GIVEN INFORMATION =

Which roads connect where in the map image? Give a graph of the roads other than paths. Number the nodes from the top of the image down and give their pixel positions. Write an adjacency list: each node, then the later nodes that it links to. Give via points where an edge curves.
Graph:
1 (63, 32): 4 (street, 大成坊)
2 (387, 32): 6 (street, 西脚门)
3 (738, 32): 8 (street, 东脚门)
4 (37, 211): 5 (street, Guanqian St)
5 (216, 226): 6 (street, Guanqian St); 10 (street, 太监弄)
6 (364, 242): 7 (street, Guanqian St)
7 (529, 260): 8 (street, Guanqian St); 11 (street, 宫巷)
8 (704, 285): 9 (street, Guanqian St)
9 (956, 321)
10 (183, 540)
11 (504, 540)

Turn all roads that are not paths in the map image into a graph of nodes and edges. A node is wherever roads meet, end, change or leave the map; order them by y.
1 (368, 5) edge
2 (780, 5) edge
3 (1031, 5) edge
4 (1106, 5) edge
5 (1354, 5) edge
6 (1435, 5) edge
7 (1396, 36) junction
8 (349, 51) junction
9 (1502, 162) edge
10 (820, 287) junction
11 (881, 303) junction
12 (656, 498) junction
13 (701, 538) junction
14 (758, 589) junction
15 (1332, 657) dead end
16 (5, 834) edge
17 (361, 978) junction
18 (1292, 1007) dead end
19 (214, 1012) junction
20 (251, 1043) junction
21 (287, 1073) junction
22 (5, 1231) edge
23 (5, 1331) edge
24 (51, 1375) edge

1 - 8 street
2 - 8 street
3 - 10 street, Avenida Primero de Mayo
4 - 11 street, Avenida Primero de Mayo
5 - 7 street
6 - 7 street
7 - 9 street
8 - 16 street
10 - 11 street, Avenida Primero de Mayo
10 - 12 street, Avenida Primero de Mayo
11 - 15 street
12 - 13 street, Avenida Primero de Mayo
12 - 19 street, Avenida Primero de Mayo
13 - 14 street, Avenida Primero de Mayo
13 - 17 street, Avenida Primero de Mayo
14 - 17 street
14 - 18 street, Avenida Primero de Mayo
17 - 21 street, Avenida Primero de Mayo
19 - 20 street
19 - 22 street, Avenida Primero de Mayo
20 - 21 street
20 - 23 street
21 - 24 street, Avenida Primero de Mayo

PROBLEM STATEMENT =
The full listing needs to be transcribed exactly.

EXERCISE RESPONSE =
Which roads connect where in the map image? Give a graph of the roads other than paths. Number the nodes from the top of the image down and give their pixel positions. Write an adjacency list: each node, then the later nodes that it links to. Give via points where an edge curves.
Graph:
1 (63, 32): 4 (street, 大成坊)
2 (387, 32): 6 (street, 西脚门)
3 (738, 32): 8 (street, 东脚门)
4 (37, 211): 5 (street, Guanqian St)
5 (216, 226): 6 (street, Guanqian St); 10 (street, 太监弄)
6 (364, 242): 7 (street, Guanqian St)
7 (529, 260): 8 (street, Guanqian St); 11 (street, 宫巷)
8 (704, 285): 9 (street, Guanqian St)
9 (956, 321)
10 (183, 540)
11 (504, 540)

Turn all roads that are not paths in the map image into a graph of nodes and edges. A node is wherever roads meet, end, change or leave the map; order them by y.
1 (368, 5) edge
2 (780, 5) edge
3 (1031, 5) edge
4 (1106, 5) edge
5 (1354, 5) edge
6 (1435, 5) edge
7 (1396, 36) junction
8 (349, 51) junction
9 (1502, 162) edge
10 (820, 287) junction
11 (881, 303) junction
12 (656, 498) junction
13 (701, 538) junction
14 (758, 589) junction
15 (1332, 657) dead end
16 (5, 834) edge
17 (361, 978) junction
18 (1292, 1007) dead end
19 (214, 1012) junction
20 (251, 1043) junction
21 (287, 1073) junction
22 (5, 1231) edge
23 (5, 1331) edge
24 (51, 1375) edge

1 - 8 street
2 - 8 street
3 - 10 street, Avenida Primero de Mayo
4 - 11 street, Avenida Primero de Mayo
5 - 7 street
6 - 7 street
7 - 9 street
8 - 16 street
10 - 11 street, Avenida Primero de Mayo
10 - 12 street, Avenida Primero de Mayo
11 - 15 street
12 - 13 street, Avenida Primero de Mayo
12 - 19 street, Avenida Primero de Mayo
13 - 14 street, Avenida Primero de Mayo
13 - 17 street, Avenida Primero de Mayo
14 - 17 street
14 - 18 street, Avenida Primero de Mayo
17 - 21 street, Avenida Primero de Mayo
19 - 20 street
19 - 22 street, Avenida Primero de Mayo
20 - 21 street
20 - 23 street
21 - 24 street, Avenida Primero de Mayo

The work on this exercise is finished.